67.5
Balancing Privacy and Community in Design: Competing Tensions in Multi-Unit Housing for People with Mental Health Challenges

Monday, 16 July 2018
Location: 206C (MTCC NORTH BUILDING)
Distributed Paper
Lynda CHESHIRE, The University of Queensland, Australia
Kelly GREENOP, The University of Queensland, Australia
Laura COX, The University of Queensland, Australia
Lynda SHEVELLAR, The University of Queensland, Australia
While architects and planners have long sought to enhance community through neighbourhood design, individual buildings can also have an influence on local community relations, as in apartment and other multi-unit dwellings.
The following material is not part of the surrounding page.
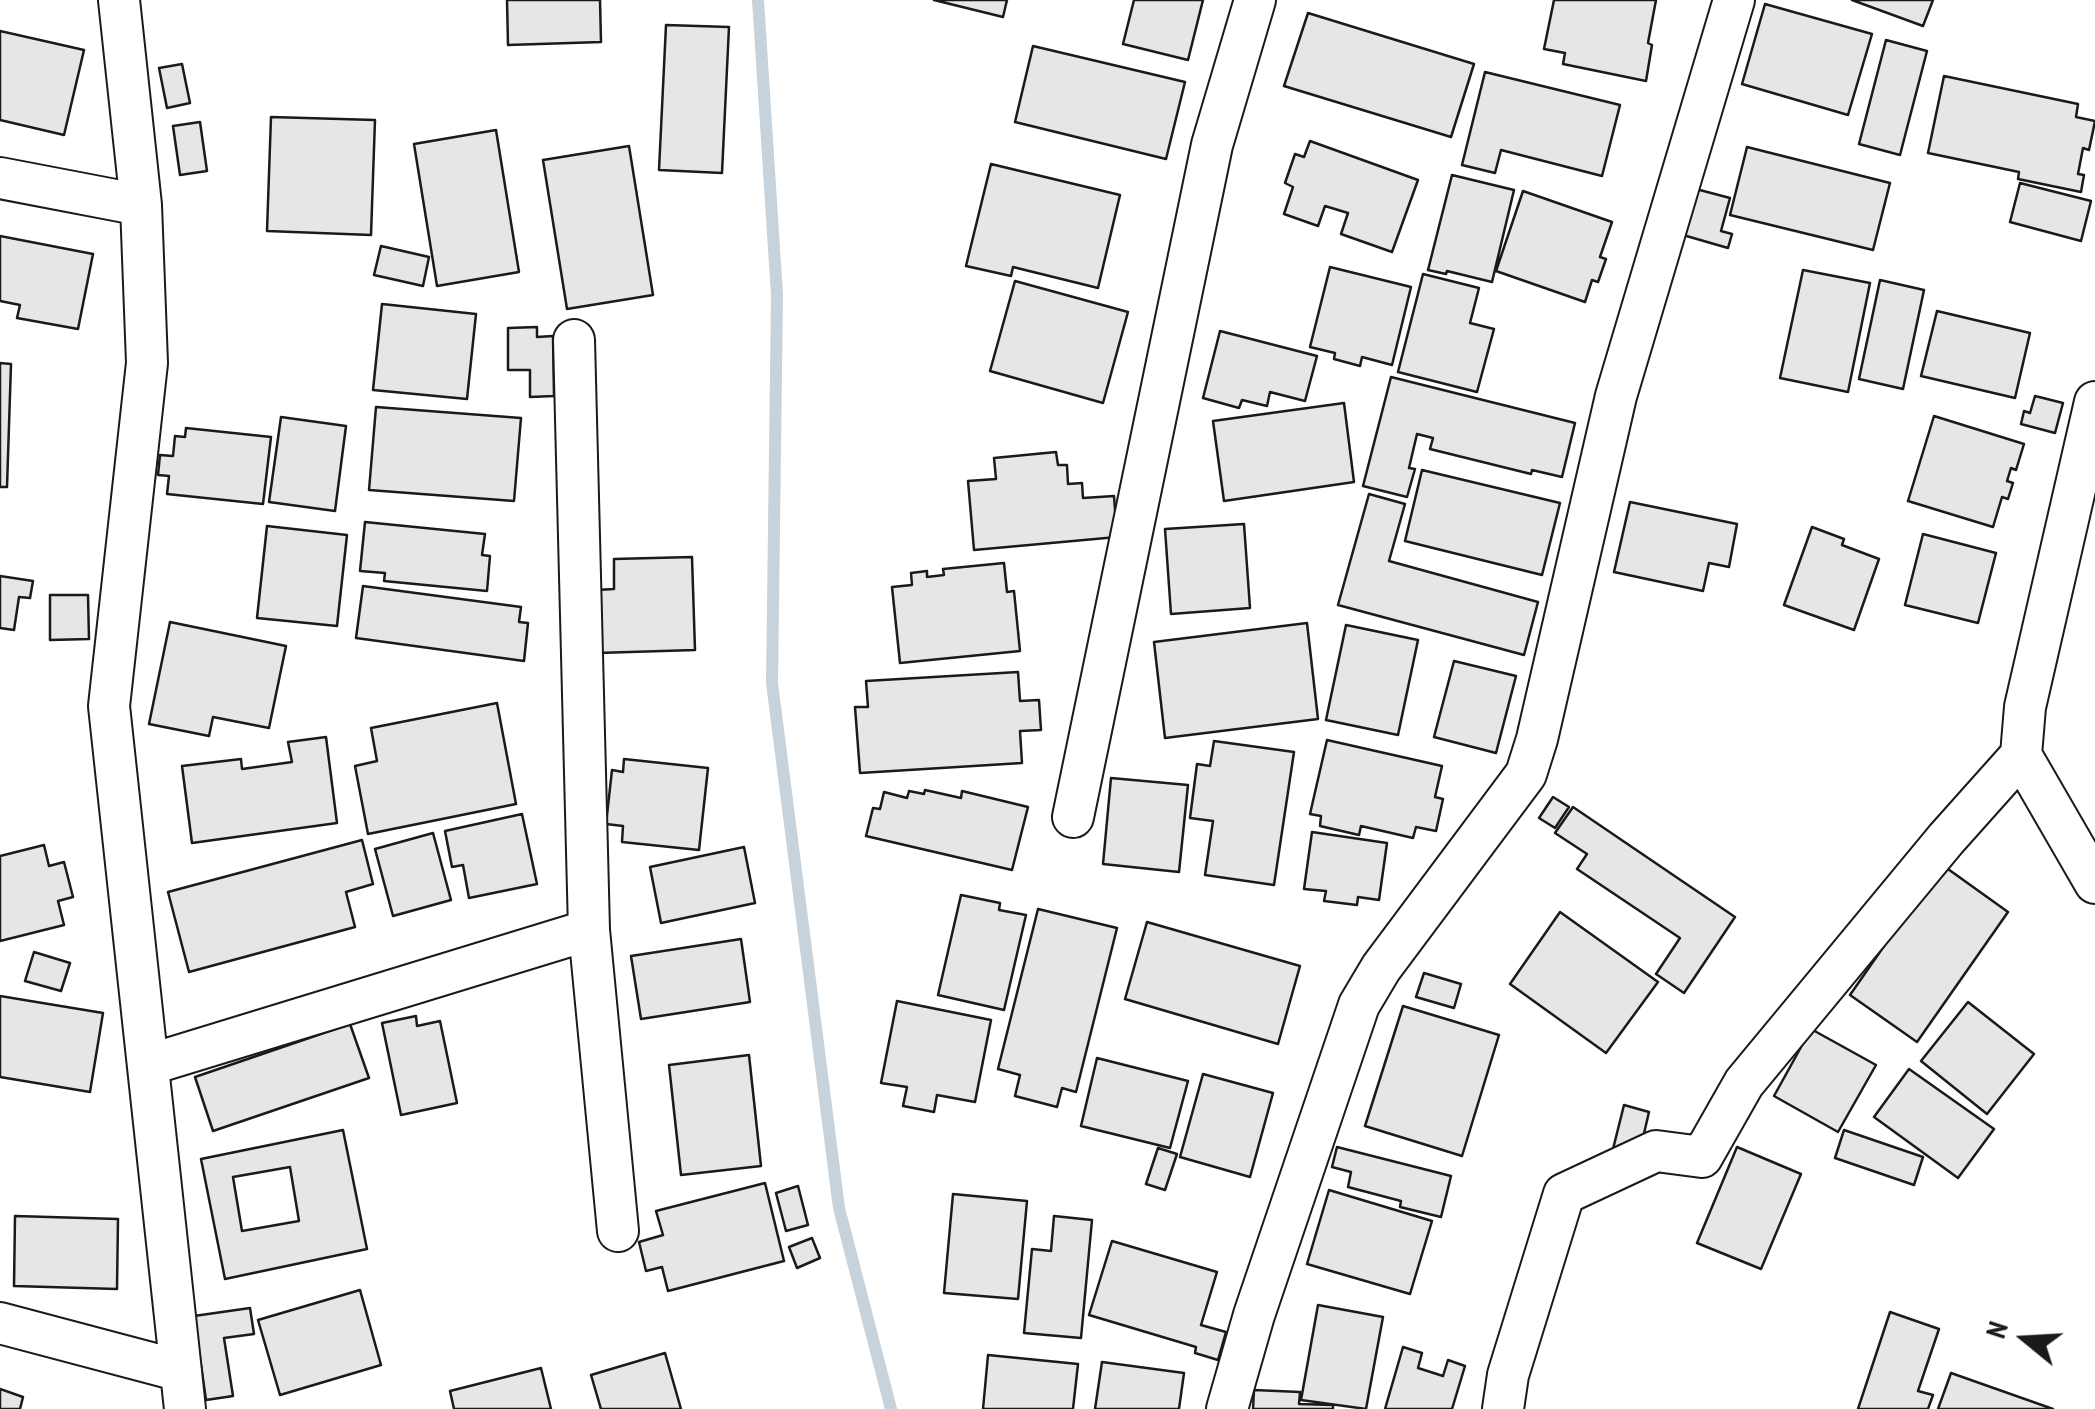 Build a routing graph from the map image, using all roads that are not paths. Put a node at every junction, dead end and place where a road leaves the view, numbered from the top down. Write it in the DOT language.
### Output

At a broad level, multi-unit living is becoming more prevalent across cities, but it is also used to accommodate some of society’s most vulnerable and hard to house populations, including people with severe and persistent mental health challenges. In such cases, the creation of living spaces that allow for community interaction and incidental encounters between residents are important for facilitating social inclusion, reducing loneliness and providing peer-support. At the same time, however, the need for private and safe spaces into which residents can retreat from the world; the desire to avoid any appearance of congregation or institutionalisation of disadvantaged people; and the requirement to keep building costs low by reducing communal spaces creates tensions in the realisation of this community ideal. These tensions are illustrated through a case study of a new multi-unit housing project for people with severe and persistent mental health challenges in Brisbane, Australia, known as Clear Breeze Apartments. A co-design process that encouraged tenant input into the architectural design of the project led to an emphasis on embracing community, promoting well-being, providing safe and secure homes, and encouraging independence as key design principles that sought to balance tenants’ needs for both privacy and community. Drawing on architectural plans of the complex, records of co-design workshops and tenant interviews before and after their move into the complex, this paper reports on the way this balance – and tension – of privacy and community is experienced and managed by tenants and the compromises that are made when one component takes priority over the other.